Look through the entries below and report every line that has "Πατριάρχου".
[[ Exercise input, beginning ]]
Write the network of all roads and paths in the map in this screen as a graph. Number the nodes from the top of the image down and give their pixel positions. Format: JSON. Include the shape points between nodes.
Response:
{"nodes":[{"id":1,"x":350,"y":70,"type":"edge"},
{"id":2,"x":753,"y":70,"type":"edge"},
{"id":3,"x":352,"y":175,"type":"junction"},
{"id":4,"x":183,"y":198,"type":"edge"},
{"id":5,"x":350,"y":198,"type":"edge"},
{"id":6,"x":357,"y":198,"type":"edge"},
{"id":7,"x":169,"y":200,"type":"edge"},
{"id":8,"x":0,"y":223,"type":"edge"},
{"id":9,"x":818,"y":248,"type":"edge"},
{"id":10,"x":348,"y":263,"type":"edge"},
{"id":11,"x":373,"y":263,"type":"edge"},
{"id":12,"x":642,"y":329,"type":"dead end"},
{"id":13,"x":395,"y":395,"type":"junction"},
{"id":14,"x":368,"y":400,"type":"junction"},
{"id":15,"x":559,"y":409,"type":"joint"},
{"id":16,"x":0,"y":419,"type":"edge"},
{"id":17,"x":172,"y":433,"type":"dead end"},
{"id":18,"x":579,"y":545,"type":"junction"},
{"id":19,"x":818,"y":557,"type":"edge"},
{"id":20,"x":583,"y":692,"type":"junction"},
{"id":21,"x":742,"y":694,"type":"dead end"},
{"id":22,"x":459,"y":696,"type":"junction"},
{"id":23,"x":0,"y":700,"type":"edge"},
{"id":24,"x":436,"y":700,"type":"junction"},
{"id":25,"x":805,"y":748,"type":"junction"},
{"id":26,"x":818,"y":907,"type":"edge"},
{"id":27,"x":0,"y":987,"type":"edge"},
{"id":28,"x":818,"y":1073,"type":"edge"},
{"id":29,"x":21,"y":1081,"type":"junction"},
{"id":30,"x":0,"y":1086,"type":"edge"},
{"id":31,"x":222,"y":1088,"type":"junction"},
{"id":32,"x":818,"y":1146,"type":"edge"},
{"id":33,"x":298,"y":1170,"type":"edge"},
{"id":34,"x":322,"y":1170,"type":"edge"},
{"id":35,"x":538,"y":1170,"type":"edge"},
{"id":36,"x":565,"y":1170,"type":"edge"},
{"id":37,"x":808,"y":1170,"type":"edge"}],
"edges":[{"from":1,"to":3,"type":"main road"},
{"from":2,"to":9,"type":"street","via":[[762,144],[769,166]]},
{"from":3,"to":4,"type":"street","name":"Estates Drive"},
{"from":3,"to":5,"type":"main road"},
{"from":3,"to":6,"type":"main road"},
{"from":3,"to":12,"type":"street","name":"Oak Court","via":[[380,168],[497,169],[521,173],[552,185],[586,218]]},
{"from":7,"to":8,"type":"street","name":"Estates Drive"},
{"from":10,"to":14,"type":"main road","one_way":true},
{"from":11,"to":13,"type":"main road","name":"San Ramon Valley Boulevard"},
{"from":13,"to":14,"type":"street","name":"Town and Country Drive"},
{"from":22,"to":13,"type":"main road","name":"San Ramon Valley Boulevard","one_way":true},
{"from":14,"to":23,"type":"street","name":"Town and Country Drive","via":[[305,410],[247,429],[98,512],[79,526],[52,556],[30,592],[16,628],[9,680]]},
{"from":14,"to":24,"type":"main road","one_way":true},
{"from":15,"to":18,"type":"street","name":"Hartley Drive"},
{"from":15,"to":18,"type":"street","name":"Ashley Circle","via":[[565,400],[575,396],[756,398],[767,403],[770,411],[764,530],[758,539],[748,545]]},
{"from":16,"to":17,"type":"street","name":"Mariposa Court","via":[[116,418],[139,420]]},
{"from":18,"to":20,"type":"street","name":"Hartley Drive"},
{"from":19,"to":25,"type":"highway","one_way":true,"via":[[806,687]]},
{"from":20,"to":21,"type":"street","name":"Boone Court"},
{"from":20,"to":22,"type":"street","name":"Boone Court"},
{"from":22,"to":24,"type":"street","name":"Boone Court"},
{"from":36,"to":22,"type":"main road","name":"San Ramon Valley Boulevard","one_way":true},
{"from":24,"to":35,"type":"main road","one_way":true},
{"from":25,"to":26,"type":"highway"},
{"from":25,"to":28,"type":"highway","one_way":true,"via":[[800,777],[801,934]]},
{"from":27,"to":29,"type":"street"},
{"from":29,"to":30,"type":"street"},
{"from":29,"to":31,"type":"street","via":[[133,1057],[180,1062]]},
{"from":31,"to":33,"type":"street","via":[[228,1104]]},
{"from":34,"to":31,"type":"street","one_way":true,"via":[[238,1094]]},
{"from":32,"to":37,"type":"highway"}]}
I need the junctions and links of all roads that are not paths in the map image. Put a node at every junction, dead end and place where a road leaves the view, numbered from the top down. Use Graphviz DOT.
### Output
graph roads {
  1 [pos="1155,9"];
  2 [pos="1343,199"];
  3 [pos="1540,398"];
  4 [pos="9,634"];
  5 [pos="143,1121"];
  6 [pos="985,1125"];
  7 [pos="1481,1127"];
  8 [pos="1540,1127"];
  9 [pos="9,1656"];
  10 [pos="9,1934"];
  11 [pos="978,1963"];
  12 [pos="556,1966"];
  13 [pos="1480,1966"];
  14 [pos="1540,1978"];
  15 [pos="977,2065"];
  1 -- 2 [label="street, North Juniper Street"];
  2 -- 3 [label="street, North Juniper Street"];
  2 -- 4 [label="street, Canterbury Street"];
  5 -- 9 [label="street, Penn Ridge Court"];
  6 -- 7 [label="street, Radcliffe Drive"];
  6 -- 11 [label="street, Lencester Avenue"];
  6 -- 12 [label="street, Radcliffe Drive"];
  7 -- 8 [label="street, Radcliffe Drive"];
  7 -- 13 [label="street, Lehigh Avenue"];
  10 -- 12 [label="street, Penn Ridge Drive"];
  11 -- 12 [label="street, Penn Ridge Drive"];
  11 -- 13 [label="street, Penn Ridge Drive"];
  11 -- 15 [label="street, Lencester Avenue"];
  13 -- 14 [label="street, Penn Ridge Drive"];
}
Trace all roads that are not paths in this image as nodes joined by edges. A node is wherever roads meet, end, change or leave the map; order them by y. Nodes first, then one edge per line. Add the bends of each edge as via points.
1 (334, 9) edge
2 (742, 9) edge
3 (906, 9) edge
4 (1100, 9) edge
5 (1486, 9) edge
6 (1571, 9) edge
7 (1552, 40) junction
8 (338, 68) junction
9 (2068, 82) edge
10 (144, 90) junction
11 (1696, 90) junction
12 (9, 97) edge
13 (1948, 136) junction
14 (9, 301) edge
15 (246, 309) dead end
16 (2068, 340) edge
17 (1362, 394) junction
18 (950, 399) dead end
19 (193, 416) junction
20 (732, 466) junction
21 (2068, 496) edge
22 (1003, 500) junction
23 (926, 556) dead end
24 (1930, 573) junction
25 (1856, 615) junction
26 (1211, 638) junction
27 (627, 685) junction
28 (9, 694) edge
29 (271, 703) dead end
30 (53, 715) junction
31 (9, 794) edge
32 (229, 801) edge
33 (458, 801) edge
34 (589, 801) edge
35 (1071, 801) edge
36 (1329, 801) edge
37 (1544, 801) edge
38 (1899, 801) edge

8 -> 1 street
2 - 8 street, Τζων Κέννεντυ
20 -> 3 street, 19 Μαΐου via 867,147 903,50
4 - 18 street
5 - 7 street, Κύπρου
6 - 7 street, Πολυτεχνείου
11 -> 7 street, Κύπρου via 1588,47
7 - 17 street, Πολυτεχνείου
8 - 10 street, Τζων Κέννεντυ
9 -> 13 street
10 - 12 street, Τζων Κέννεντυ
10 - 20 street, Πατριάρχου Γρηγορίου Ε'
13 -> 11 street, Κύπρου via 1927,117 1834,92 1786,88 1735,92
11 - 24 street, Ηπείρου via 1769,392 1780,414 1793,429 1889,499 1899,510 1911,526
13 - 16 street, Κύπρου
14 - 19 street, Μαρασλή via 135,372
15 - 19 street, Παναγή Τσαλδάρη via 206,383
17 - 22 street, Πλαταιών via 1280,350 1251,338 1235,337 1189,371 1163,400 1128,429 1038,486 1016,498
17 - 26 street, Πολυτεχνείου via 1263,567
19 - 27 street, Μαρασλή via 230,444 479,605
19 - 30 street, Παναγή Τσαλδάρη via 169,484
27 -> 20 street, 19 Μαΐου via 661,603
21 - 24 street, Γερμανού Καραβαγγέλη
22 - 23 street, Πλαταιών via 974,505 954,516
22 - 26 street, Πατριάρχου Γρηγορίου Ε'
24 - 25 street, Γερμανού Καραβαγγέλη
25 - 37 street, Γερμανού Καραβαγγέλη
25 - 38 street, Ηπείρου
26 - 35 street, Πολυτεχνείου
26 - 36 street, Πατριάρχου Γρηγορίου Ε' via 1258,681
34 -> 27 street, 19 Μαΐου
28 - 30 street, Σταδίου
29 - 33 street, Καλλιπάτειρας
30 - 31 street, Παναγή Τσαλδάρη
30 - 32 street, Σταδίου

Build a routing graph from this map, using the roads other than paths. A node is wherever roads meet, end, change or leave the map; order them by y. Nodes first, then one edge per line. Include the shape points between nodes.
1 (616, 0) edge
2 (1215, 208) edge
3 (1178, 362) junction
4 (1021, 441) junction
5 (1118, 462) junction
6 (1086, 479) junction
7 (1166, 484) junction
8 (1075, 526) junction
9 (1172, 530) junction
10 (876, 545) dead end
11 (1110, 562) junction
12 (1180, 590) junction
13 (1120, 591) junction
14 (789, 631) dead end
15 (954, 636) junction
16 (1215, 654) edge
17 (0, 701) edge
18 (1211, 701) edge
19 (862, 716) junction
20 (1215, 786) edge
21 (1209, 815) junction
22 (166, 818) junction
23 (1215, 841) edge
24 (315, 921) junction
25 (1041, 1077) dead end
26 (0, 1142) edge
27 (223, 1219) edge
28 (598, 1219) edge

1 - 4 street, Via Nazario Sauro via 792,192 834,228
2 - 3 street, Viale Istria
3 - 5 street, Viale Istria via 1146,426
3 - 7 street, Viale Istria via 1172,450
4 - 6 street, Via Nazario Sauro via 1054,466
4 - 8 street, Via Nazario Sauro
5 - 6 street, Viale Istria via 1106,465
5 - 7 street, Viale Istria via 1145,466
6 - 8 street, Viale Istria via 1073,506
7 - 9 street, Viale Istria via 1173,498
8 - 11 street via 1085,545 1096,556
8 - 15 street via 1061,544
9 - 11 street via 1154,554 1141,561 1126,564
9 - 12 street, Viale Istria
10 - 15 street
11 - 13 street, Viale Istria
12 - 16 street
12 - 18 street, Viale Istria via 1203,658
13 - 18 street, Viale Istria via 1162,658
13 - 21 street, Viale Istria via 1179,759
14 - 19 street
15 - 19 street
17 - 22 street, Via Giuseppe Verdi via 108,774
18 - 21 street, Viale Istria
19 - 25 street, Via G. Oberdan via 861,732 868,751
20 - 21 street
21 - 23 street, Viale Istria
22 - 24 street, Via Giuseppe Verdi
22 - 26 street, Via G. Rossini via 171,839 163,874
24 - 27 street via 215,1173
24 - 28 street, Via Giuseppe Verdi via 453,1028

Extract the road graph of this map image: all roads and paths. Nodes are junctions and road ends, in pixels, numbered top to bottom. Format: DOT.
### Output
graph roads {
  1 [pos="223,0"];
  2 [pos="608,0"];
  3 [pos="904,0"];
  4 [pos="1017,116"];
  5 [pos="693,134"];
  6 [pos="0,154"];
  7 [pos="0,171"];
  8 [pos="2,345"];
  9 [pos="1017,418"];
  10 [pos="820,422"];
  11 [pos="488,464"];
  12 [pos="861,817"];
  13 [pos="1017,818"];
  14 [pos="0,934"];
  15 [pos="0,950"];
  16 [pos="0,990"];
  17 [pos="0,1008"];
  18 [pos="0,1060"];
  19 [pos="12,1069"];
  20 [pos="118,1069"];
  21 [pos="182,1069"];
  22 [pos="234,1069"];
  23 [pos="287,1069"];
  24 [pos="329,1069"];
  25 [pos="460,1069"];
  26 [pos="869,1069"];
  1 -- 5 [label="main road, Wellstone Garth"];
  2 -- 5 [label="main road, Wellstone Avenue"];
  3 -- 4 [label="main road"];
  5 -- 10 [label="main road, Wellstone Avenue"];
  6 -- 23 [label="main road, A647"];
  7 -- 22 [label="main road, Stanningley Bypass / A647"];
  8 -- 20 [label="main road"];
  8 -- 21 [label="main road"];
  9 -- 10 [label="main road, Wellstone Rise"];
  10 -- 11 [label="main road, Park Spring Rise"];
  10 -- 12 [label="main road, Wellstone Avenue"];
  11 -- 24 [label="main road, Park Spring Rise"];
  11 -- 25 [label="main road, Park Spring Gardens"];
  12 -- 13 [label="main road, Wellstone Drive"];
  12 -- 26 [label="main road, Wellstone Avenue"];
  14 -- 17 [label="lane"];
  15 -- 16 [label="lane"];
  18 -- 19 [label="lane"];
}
[[ Exercise input, end ]]
Written solution:
10 - 20 street, Πατριάρχου Γρηγορίου Ε'
22 - 26 street, Πατριάρχου Γρηγορίου Ε'
26 - 36 street, Πατριάρχου Γρηγορίου Ε' via 1258,681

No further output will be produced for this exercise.